MLB has officially announced how it will address the schedules of the three teams thrown into chaos by COVID-19 outbreaks, and let’s just say the Miami Marlins shouldn’t plan for a day off down the stretch.
The Marlins, Philadelphia Phillies and St. Louis Cardinals all have multiple series to make up over the next two months. MLB’s solution: the addition of 13 different doubleheaders into the schedules of the three teams.
Several other games, some not even involving the three teams in question, also had to be shifted or tweaked to make schedule room.

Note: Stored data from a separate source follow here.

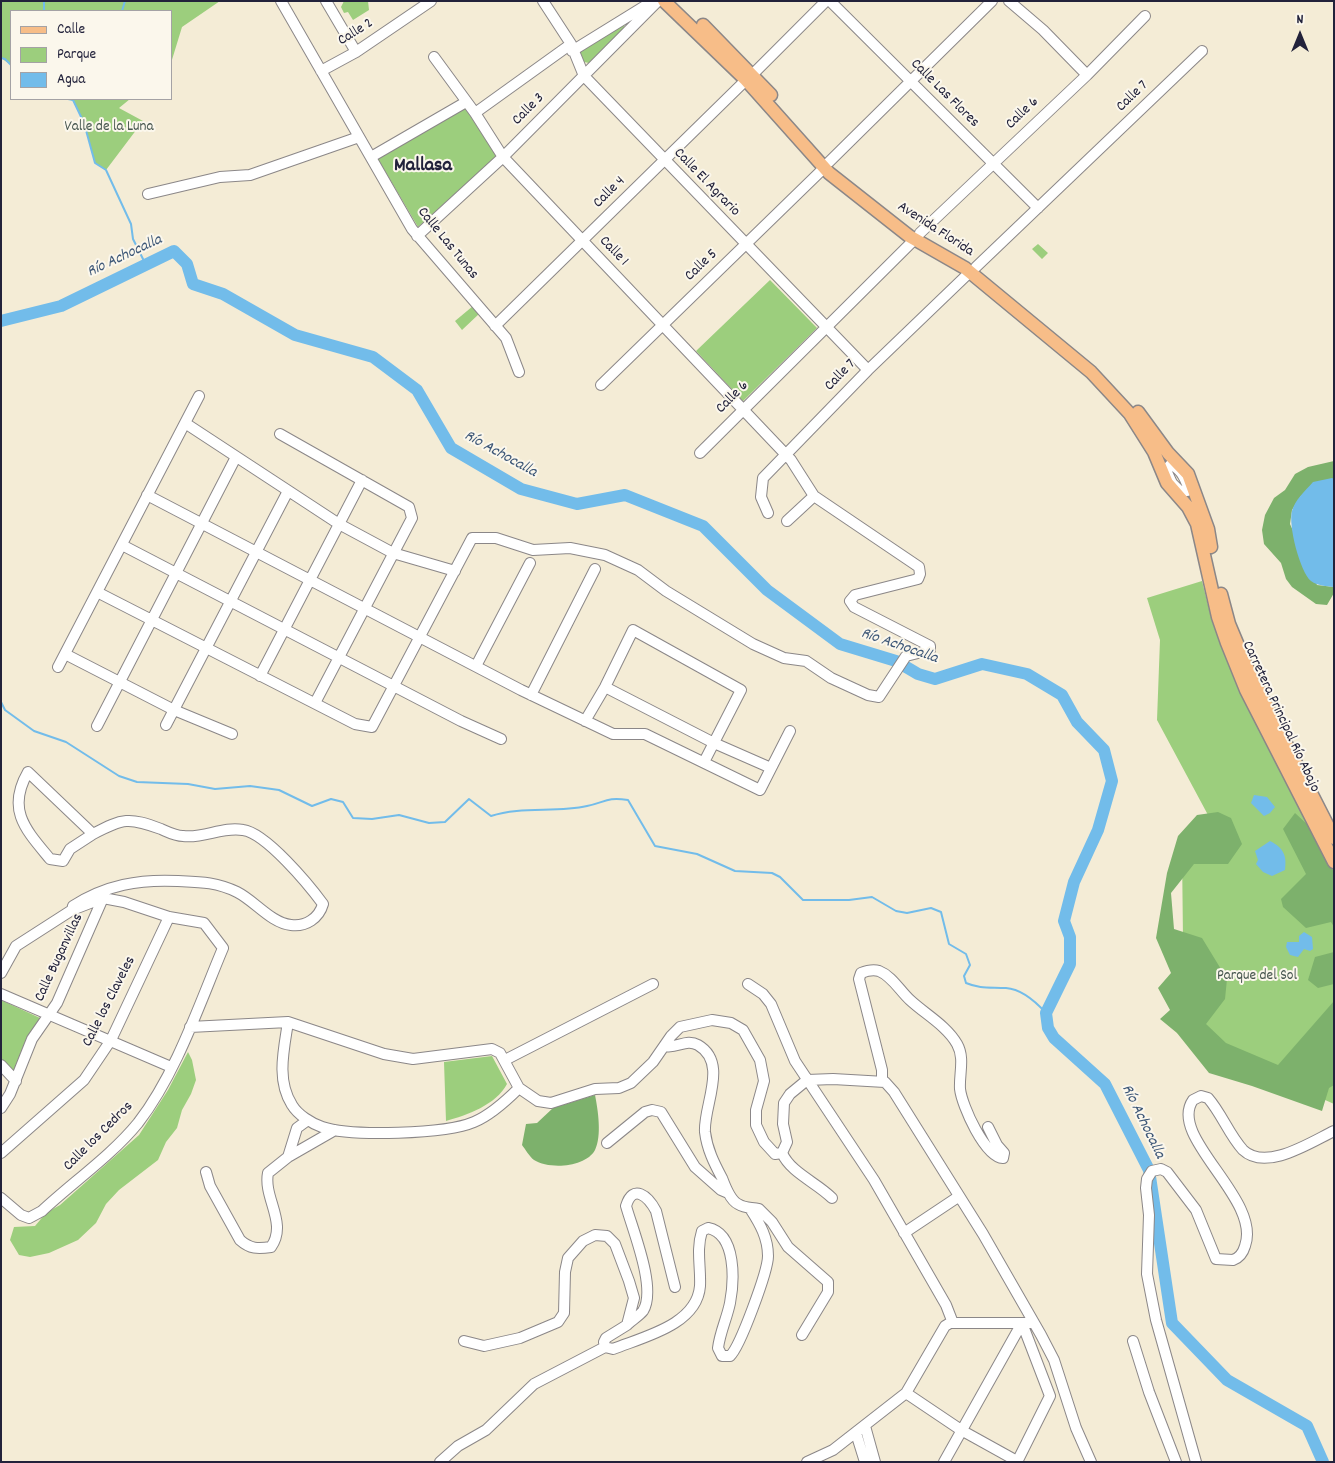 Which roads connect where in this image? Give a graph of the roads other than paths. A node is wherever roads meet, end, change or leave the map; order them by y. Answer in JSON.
{"nodes":[{"id":1,"x":281,"y":1,"type":"edge"},
{"id":2,"x":326,"y":1,"type":"edge"},
{"id":3,"x":431,"y":1,"type":"edge"},
{"id":4,"x":543,"y":1,"type":"edge"},
{"id":5,"x":653,"y":1,"type":"edge"},
{"id":6,"x":658,"y":1,"type":"edge"},
{"id":7,"x":664,"y":1,"type":"edge"},
{"id":8,"x":678,"y":1,"type":"edge"},
{"id":9,"x":826,"y":1,"type":"edge"},
{"id":10,"x":830,"y":1,"type":"edge"},
{"id":11,"x":992,"y":1,"type":"edge"},
{"id":12,"x":1008,"y":1,"type":"edge"},
{"id":13,"x":1145,"y":16,"type":"dead end"},
{"id":14,"x":572,"y":47,"type":"junction"},
{"id":15,"x":1202,"y":51,"type":"dead end"},
{"id":16,"x":356,"y":52,"type":"junction"},
{"id":17,"x":434,"y":57,"type":"dead end"},
{"id":18,"x":321,"y":71,"type":"junction"},
{"id":19,"x":1087,"y":75,"type":"junction"},
{"id":20,"x":584,"y":76,"type":"junction"},
{"id":21,"x":749,"y":77,"type":"junction"},
{"id":22,"x":911,"y":82,"type":"junction"},
{"id":23,"x":466,"y":102,"type":"junction"},
{"id":24,"x":475,"y":113,"type":"junction"},
{"id":25,"x":359,"y":137,"type":"junction"},
{"id":26,"x":503,"y":156,"type":"junction"},
{"id":27,"x":371,"y":157,"type":"junction"},
{"id":28,"x":664,"y":160,"type":"junction"},
{"id":29,"x":993,"y":163,"type":"junction"},
{"id":30,"x":827,"y":165,"type":"junction"},
{"id":31,"x":148,"y":194,"type":"dead end"},
{"id":32,"x":1038,"y":208,"type":"junction"},
{"id":33,"x":417,"y":236,"type":"junction"},
{"id":34,"x":918,"y":236,"type":"junction"},
{"id":35,"x":582,"y":242,"type":"junction"},
{"id":36,"x":745,"y":245,"type":"junction"},
{"id":37,"x":973,"y":270,"type":"junction"},
{"id":38,"x":662,"y":325,"type":"junction"},
{"id":39,"x":495,"y":326,"type":"junction"},
{"id":40,"x":826,"y":328,"type":"junction"},
{"id":41,"x":868,"y":370,"type":"junction"},
{"id":42,"x":519,"y":372,"type":"dead end"},
{"id":43,"x":601,"y":385,"type":"dead end"},
{"id":44,"x":198,"y":396,"type":"dead end"},
{"id":45,"x":742,"y":410,"type":"junction"},
{"id":46,"x":184,"y":423,"type":"junction"},
{"id":47,"x":280,"y":434,"type":"dead end"},
{"id":48,"x":700,"y":453,"type":"dead end"},
{"id":49,"x":785,"y":454,"type":"junction"},
{"id":50,"x":236,"y":457,"type":"junction"},
{"id":51,"x":1169,"y":465,"type":"junction"},
{"id":52,"x":362,"y":480,"type":"junction"},
{"id":53,"x":1194,"y":489,"type":"junction"},
{"id":54,"x":288,"y":491,"type":"junction"},
{"id":55,"x":148,"y":495,"type":"junction"},
{"id":56,"x":814,"y":496,"type":"junction"},
{"id":57,"x":1180,"y":497,"type":"junction"},
{"id":58,"x":768,"y":513,"type":"dead end"},
{"id":59,"x":787,"y":521,"type":"dead end"},
{"id":60,"x":202,"y":523,"type":"junction"},
{"id":61,"x":339,"y":524,"type":"junction"},
{"id":62,"x":122,"y":545,"type":"junction"},
{"id":63,"x":256,"y":551,"type":"junction"},
{"id":64,"x":393,"y":553,"type":"junction"},
{"id":65,"x":530,"y":562,"type":"dead end"},
{"id":66,"x":595,"y":569,"type":"dead end"},
{"id":67,"x":455,"y":571,"type":"junction"},
{"id":68,"x":176,"y":573,"type":"junction"},
{"id":69,"x":310,"y":579,"type":"junction"},
{"id":70,"x":97,"y":592,"type":"junction"},
{"id":71,"x":230,"y":601,"type":"junction"},
{"id":72,"x":365,"y":608,"type":"junction"},
{"id":73,"x":152,"y":620,"type":"junction"},
{"id":74,"x":284,"y":629,"type":"junction"},
{"id":75,"x":421,"y":636,"type":"junction"},
{"id":76,"x":206,"y":648,"type":"junction"},
{"id":77,"x":65,"y":654,"type":"junction"},
{"id":78,"x":339,"y":658,"type":"junction"},
{"id":79,"x":476,"y":666,"type":"junction"},
{"id":80,"x":58,"y":667,"type":"dead end"},
{"id":81,"x":260,"y":676,"type":"junction"},
{"id":82,"x":120,"y":682,"type":"junction"},
{"id":83,"x":395,"y":687,"type":"junction"},
{"id":84,"x":605,"y":687,"type":"junction"},
{"id":85,"x":531,"y":695,"type":"junction"},
{"id":86,"x":315,"y":703,"type":"junction"},
{"id":87,"x":174,"y":710,"type":"junction"},
{"id":88,"x":586,"y":721,"type":"junction"},
{"id":89,"x":166,"y":725,"type":"dead end"},
{"id":90,"x":98,"y":726,"type":"dead end"},
{"id":91,"x":790,"y":731,"type":"dead end"},
{"id":92,"x":232,"y":734,"type":"dead end"},
{"id":93,"x":500,"y":739,"type":"dead end"},
{"id":94,"x":714,"y":743,"type":"junction"},
{"id":95,"x":704,"y":762,"type":"junction"},
{"id":96,"x":771,"y":768,"type":"junction"},
{"id":97,"x":93,"y":834,"type":"junction"},
{"id":98,"x":1334,"y":838,"type":"edge"},
{"id":99,"x":1334,"y":862,"type":"edge"},
{"id":100,"x":104,"y":898,"type":"junction"},
{"id":101,"x":72,"y":910,"type":"junction"},
{"id":102,"x":168,"y":917,"type":"junction"},
{"id":103,"x":1,"y":973,"type":"edge"},
{"id":104,"x":653,"y":984,"type":"dead end"},
{"id":105,"x":748,"y":984,"type":"dead end"},
{"id":106,"x":1,"y":994,"type":"edge"},
{"id":107,"x":50,"y":1014,"type":"junction"},
{"id":108,"x":288,"y":1022,"type":"junction"},
{"id":109,"x":190,"y":1027,"type":"junction"},
{"id":110,"x":111,"y":1040,"type":"junction"},
{"id":111,"x":665,"y":1046,"type":"junction"},
{"id":112,"x":505,"y":1060,"type":"junction"},
{"id":113,"x":1,"y":1065,"type":"edge"},
{"id":114,"x":171,"y":1067,"type":"junction"},
{"id":115,"x":807,"y":1080,"type":"junction"},
{"id":116,"x":16,"y":1081,"type":"junction"},
{"id":117,"x":882,"y":1081,"type":"junction"},
{"id":118,"x":519,"y":1088,"type":"junction"},
{"id":119,"x":1,"y":1108,"type":"edge"},
{"id":120,"x":308,"y":1120,"type":"junction"},
{"id":121,"x":988,"y":1127,"type":"dead end"},
{"id":122,"x":335,"y":1130,"type":"junction"},
{"id":123,"x":1334,"y":1131,"type":"edge"},
{"id":124,"x":607,"y":1143,"type":"dead end"},
{"id":125,"x":1,"y":1153,"type":"edge"},
{"id":126,"x":782,"y":1153,"type":"junction"},
{"id":127,"x":288,"y":1158,"type":"junction"},
{"id":128,"x":206,"y":1172,"type":"dead end"},
{"id":129,"x":729,"y":1192,"type":"junction"},
{"id":130,"x":958,"y":1197,"type":"junction"},
{"id":131,"x":1,"y":1198,"type":"edge"},
{"id":132,"x":832,"y":1198,"type":"dead end"},
{"id":133,"x":751,"y":1210,"type":"junction"},
{"id":134,"x":904,"y":1233,"type":"junction"},
{"id":135,"x":675,"y":1287,"type":"dead end"},
{"id":136,"x":953,"y":1323,"type":"junction"},
{"id":137,"x":1027,"y":1323,"type":"junction"},
{"id":138,"x":627,"y":1325,"type":"junction"},
{"id":139,"x":802,"y":1335,"type":"dead end"},
{"id":140,"x":1133,"y":1340,"type":"dead end"},
{"id":141,"x":464,"y":1341,"type":"dead end"},
{"id":142,"x":605,"y":1347,"type":"junction"},
{"id":143,"x":906,"y":1392,"type":"junction"},
{"id":144,"x":865,"y":1426,"type":"junction"},
{"id":145,"x":962,"y":1430,"type":"junction"},
{"id":146,"x":856,"y":1433,"type":"junction"},
{"id":147,"x":1019,"y":1461,"type":"edge"},
{"id":148,"x":440,"y":1462,"type":"edge"},
{"id":149,"x":807,"y":1462,"type":"edge"},
{"id":150,"x":865,"y":1462,"type":"edge"},
{"id":151,"x":875,"y":1462,"type":"edge"},
{"id":152,"x":944,"y":1462,"type":"edge"},
{"id":153,"x":1091,"y":1462,"type":"edge"},
{"id":154,"x":1176,"y":1462,"type":"edge"},
{"id":155,"x":1196,"y":1462,"type":"edge"}],
"edges":[{"from":1,"to":18,"type":"street","name":"Calle Las Tunas"},
{"from":2,"to":16,"type":"street"},
{"from":3,"to":16,"type":"street","name":"Calle 2"},
{"from":4,"to":14,"type":"street","name":"Calle El Agrario"},
{"from":5,"to":14,"type":"street"},
{"from":6,"to":20,"type":"street","name":"Calle 3"},
{"from":7,"to":21,"type":"main road","name":"Avenida Florida"},
{"from":8,"to":21,"type":"main road","name":"Avenida Florida"},
{"from":9,"to":21,"type":"street","name":"Calle 4"},
{"from":10,"to":22,"type":"street","name":"Calle Las Flores"},
{"from":11,"to":22,"type":"street","name":"Calle 5"},
{"from":12,"to":19,"type":"street"},
{"from":13,"to":19,"type":"street","name":"Calle 6"},
{"from":14,"to":20,"type":"street","name":"Calle El Agrario"},
{"from":14,"to":24,"type":"street"},
{"from":15,"to":32,"type":"street","name":"Calle 7"},
{"from":16,"to":18,"type":"street","name":"Calle 2"},
{"from":17,"to":23,"type":"street","name":"Calle 1"},
{"from":18,"to":25,"type":"street","name":"Calle Las Tunas"},
{"from":19,"to":29,"type":"street","name":"Calle 6"},
{"from":20,"to":26,"type":"street","name":"Calle 3"},
{"from":20,"to":28,"type":"street","name":"Calle El Agrario"},
{"from":21,"to":28,"type":"street","name":"Calle 4"},
{"from":21,"to":30,"type":"main road","name":"Avenida Florida"},
{"from":22,"to":29,"type":"street","name":"Calle Las Flores"},
{"from":22,"to":30,"type":"street","name":"Calle 5"},
{"from":23,"to":24,"type":"street","name":"Calle 1"},
{"from":23,"to":27,"type":"street"},
{"from":24,"to":26,"type":"street","name":"Calle 1"},
{"from":25,"to":27,"type":"street","name":"Calle Las Tunas"},
{"from":25,"to":31,"type":"street"},
{"from":26,"to":33,"type":"street","name":"Calle 3"},
{"from":26,"to":35,"type":"street","name":"Calle 1"},
{"from":27,"to":33,"type":"street","name":"Calle Las Tunas"},
{"from":28,"to":35,"type":"street","name":"Calle 4"},
{"from":28,"to":36,"type":"street","name":"Calle El Agrario"},
{"from":29,"to":32,"type":"street","name":"Calle Las Flores"},
{"from":29,"to":34,"type":"street","name":"Calle 6"},
{"from":30,"to":34,"type":"main road","name":"Avenida Florida"},
{"from":30,"to":36,"type":"street","name":"Calle 5"},
{"from":32,"to":37,"type":"street","name":"Calle 7"},
{"from":33,"to":39,"type":"street","name":"Calle Las Tunas"},
{"from":34,"to":37,"type":"main road","name":"Avenida Florida"},
{"from":34,"to":40,"type":"street","name":"Calle 6"},
{"from":35,"to":38,"type":"street","name":"Calle 1"},
{"from":35,"to":39,"type":"street","name":"Calle 4"},
{"from":36,"to":38,"type":"street","name":"Calle 5"},
{"from":36,"to":40,"type":"street","name":"Calle El Agrario"},
{"from":37,"to":41,"type":"street","name":"Calle 7"},
{"from":37,"to":51,"type":"main road","name":"Avenida Florida"},
{"from":38,"to":43,"type":"street","name":"Calle 5"},
{"from":38,"to":45,"type":"street","name":"Calle 1"},
{"from":39,"to":42,"type":"street","name":"Calle Las Tunas"},
{"from":40,"to":41,"type":"street","name":"Calle El Agrario"},
{"from":40,"to":45,"type":"street","name":"Calle 6"},
{"from":41,"to":49,"type":"street","name":"Calle 7"},
{"from":44,"to":46,"type":"street"},
{"from":45,"to":48,"type":"street","name":"Calle 6"},
{"from":45,"to":49,"type":"street","name":"Calle 1"},
{"from":46,"to":50,"type":"street"},
{"from":46,"to":55,"type":"street"},
{"from":47,"to":52,"type":"street"},
{"from":49,"to":56,"type":"street","name":"Calle 1"},
{"from":49,"to":58,"type":"street","name":"Calle 7"},
{"from":50,"to":54,"type":"street"},
{"from":50,"to":60,"type":"street"},
{"from":51,"to":53,"type":"main road","name":"Carretera Principal Río Abajo"},
{"from":51,"to":57,"type":"main road","name":"Carretera Principal Río Abajo"},
{"from":52,"to":61,"type":"street"},
{"from":52,"to":64,"type":"street"},
{"from":53,"to":57,"type":"main road"},
{"from":53,"to":98,"type":"main road","name":"Carretera Principal Río Abajo"},
{"from":54,"to":61,"type":"street"},
{"from":54,"to":63,"type":"street"},
{"from":55,"to":60,"type":"street"},
{"from":55,"to":62,"type":"street"},
{"from":56,"to":59,"type":"street"},
{"from":56,"to":67,"type":"street"},
{"from":57,"to":99,"type":"main road","name":"Carretera Principal Río Abajo"},
{"from":60,"to":63,"type":"street"},
{"from":60,"to":68,"type":"street"},
{"from":61,"to":64,"type":"street"},
{"from":61,"to":69,"type":"street"},
{"from":62,"to":68,"type":"street"},
{"from":62,"to":70,"type":"street"},
{"from":63,"to":69,"type":"street"},
{"from":63,"to":71,"type":"street"},
{"from":64,"to":67,"type":"street"},
{"from":64,"to":72,"type":"street"},
{"from":65,"to":79,"type":"street"},
{"from":66,"to":85,"type":"street"},
{"from":67,"to":75,"type":"street"},
{"from":68,"to":71,"type":"street"},
{"from":68,"to":73,"type":"street"},
{"from":69,"to":72,"type":"street"},
{"from":69,"to":74,"type":"street"},
{"from":70,"to":73,"type":"street"},
{"from":70,"to":77,"type":"street"},
{"from":71,"to":74,"type":"street"},
{"from":71,"to":76,"type":"street"},
{"from":72,"to":75,"type":"street"},
{"from":72,"to":78,"type":"street"},
{"from":73,"to":76,"type":"street"},
{"from":73,"to":82,"type":"street"},
{"from":74,"to":78,"type":"street"},
{"from":74,"to":81,"type":"street"},
{"from":75,"to":79,"type":"street"},
{"from":75,"to":83,"type":"street"},
{"from":76,"to":81,"type":"street"},
{"from":76,"to":87,"type":"street"},
{"from":77,"to":80,"type":"street"},
{"from":77,"to":82,"type":"street"},
{"from":78,"to":83,"type":"street"},
{"from":78,"to":86,"type":"street"},
{"from":79,"to":85,"type":"street"},
{"from":81,"to":86,"type":"street"},
{"from":82,"to":87,"type":"street"},
{"from":82,"to":90,"type":"street"},
{"from":83,"to":86,"type":"street"},
{"from":83,"to":93,"type":"street"},
{"from":84,"to":88,"type":"street"},
{"from":84,"to":94,"type":"street"},
{"from":84,"to":94,"type":"street"},
{"from":85,"to":88,"type":"street"},
{"from":87,"to":89,"type":"street"},
{"from":87,"to":92,"type":"street"},
{"from":88,"to":95,"type":"street"},
{"from":91,"to":96,"type":"street"},
{"from":94,"to":95,"type":"street"},
{"from":94,"to":96,"type":"street"},
{"from":95,"to":96,"type":"street"},
{"from":97,"to":97,"type":"street"},
{"from":97,"to":101,"type":"street"},
{"from":100,"to":101,"type":"street"},
{"from":100,"to":102,"type":"street"},
{"from":100,"to":107,"type":"street","name":"Calle Buganvillas"},
{"from":101,"to":103,"type":"street"},
{"from":102,"to":109,"type":"street","name":"Calle los Cedros"},
{"from":102,"to":110,"type":"street","name":"Calle los Claveles"},
{"from":104,"to":112,"type":"street"},
{"from":105,"to":115,"type":"street"},
{"from":106,"to":107,"type":"street"},
{"from":107,"to":110,"type":"street"},
{"from":107,"to":116,"type":"street","name":"Calle Buganvillas"},
{"from":108,"to":109,"type":"street"},
{"from":108,"to":112,"type":"street"},
{"from":108,"to":120,"type":"street"},
{"from":109,"to":114,"type":"street","name":"Calle los Cedros"},
{"from":110,"to":114,"type":"street"},
{"from":110,"to":125,"type":"street","name":"Calle los Claveles"},
{"from":111,"to":118,"type":"street"},
{"from":111,"to":126,"type":"street"},
{"from":111,"to":129,"type":"street"},
{"from":112,"to":118,"type":"street"},
{"from":113,"to":116,"type":"street"},
{"from":114,"to":131,"type":"street","name":"Calle los Cedros"},
{"from":115,"to":117,"type":"street"},
{"from":115,"to":126,"type":"street"},
{"from":115,"to":134,"type":"street"},
{"from":116,"to":119,"type":"street","name":"Calle Buganvillas"},
{"from":117,"to":121,"type":"street"},
{"from":117,"to":130,"type":"street"},
{"from":118,"to":122,"type":"street"},
{"from":120,"to":122,"type":"street"},
{"from":120,"to":127,"type":"street"},
{"from":122,"to":127,"type":"street"},
{"from":123,"to":155,"type":"street"},
{"from":124,"to":129,"type":"street"},
{"from":126,"to":132,"type":"street"},
{"from":127,"to":128,"type":"street"},
{"from":129,"to":133,"type":"street"},
{"from":130,"to":134,"type":"street"},
{"from":130,"to":137,"type":"street"},
{"from":133,"to":139,"type":"street"},
{"from":133,"to":142,"type":"street"},
{"from":134,"to":136,"type":"street"},
{"from":135,"to":138,"type":"street"},
{"from":136,"to":137,"type":"street"},
{"from":136,"to":143,"type":"street"},
{"from":137,"to":145,"type":"street"},
{"from":137,"to":147,"type":"street"},
{"from":137,"to":153,"type":"street"},
{"from":138,"to":141,"type":"street"},
{"from":138,"to":142,"type":"street"},
{"from":140,"to":154,"type":"street"},
{"from":142,"to":148,"type":"street"},
{"from":143,"to":144,"type":"street"},
{"from":143,"to":145,"type":"street"},
{"from":144,"to":146,"type":"street"},
{"from":144,"to":151,"type":"street"},
{"from":145,"to":147,"type":"street"},
{"from":145,"to":152,"type":"street"},
{"from":146,"to":149,"type":"street"},
{"from":146,"to":150,"type":"street"}]}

Here are the changes, in all of their demented glory:
Let’s go through the wildest of those changes, starting with the team playing 27 games in the final 23 days of the season.
Marlins’ season is about to get soul-crushing
Here’s the good news for the Marlins: In a year that began with rock-bottom expectations, the team is in first place as late as August.
The bad news is everything else.
Nearly two weeks into the season, the team has played only six games. They’re 5-1 in those games, currently the best win percentage in MLB, but the team has a lot of work to do to keep it that way.
The Marlins have already had to overhaul their roster to a comical degree to make up for the more than a dozen players in quarantine.
Now, the team will be playing five extra doubleheaders in late August and all of September to make up for the series missed last week. Four of them come in the span of only 10 days. You know how hard it is for managers to manage the innings of their effective relievers? Now imagine doing that while playing four extra games with no days off. It adds up to 110 innings to be played between Sept. 11 and Sept. 20.
MLB’s decision to play 7-inning games for doubleheaders should soften the blow a bit, but that still led to one of the more defeated emails you will ever see from a team communications department.
this anonymous corporate communications email is a real mood pic.twitter.com/OciKdxVX7G— Hannah Keyser (@HannahRKeyser) August 6, 2020
Phillies, Marlins to play 7-game series ... in 5 days
Two of the Marlins’ doubleheaders come on Sept. 11 and Sept. 13 against the Phillies. Add in games on Sept. 10, 12 and 14 and you have a 7-game series in only 5 days, all in Miami.
That’s all part of a stretch of games for the Phillies that will be similar to the Marlins, with 36 games played in the span of 34 games to close the season. Unlike the Marlins, the Phillies at least get a day off in there: Sept. 24.
The Cardinals will also be playing 55 games in 53 days, with their final day off on Sept. 3. Keep in mind, these are games that could decide a playoff race. All of these games, all of these month-long spans in which teams will be playing more than a game per day, are being played with pretty much every team involved — even the Marlins, now that they’re in first place and playing for a 16-team postseason — jostling for a playoff spot. Baseball has some very ridiculous months ahead.
Somehow, that isn’t the end of the doubleheader weirdness going on.
Nationals will be a home and road team on same day
In another fun twist, the Marlins and Washington Nationals will meet for a doubleheader on Aug. 22 in Nationals Park. Like usual, the Nationals will suit up as the home team. And then they’ll be the road team for the second game.
Yup, the Marlins are going to be a home team in Washington to make up for one of the games missed last weekend.
This isn’t even the first time something like that has happened in D.C., as the barnstorming Toronto Blue Jays played a “home” series there last month.
We probably haven't seen the last postponed games
This might be a pessimistic expectation. However, optimism hasn’t exactly been rewarded so far this season. Sure, some teams seem to be taking the pandemic more seriously now after watching what happens when you don’t, but who really expects a league with 840 active players, as well as coaches and training staff, to go two months without another case?
If or when that happens, there will be even more schedule alterations to be done, and MLB sure seems to be running out of cloth in some areas.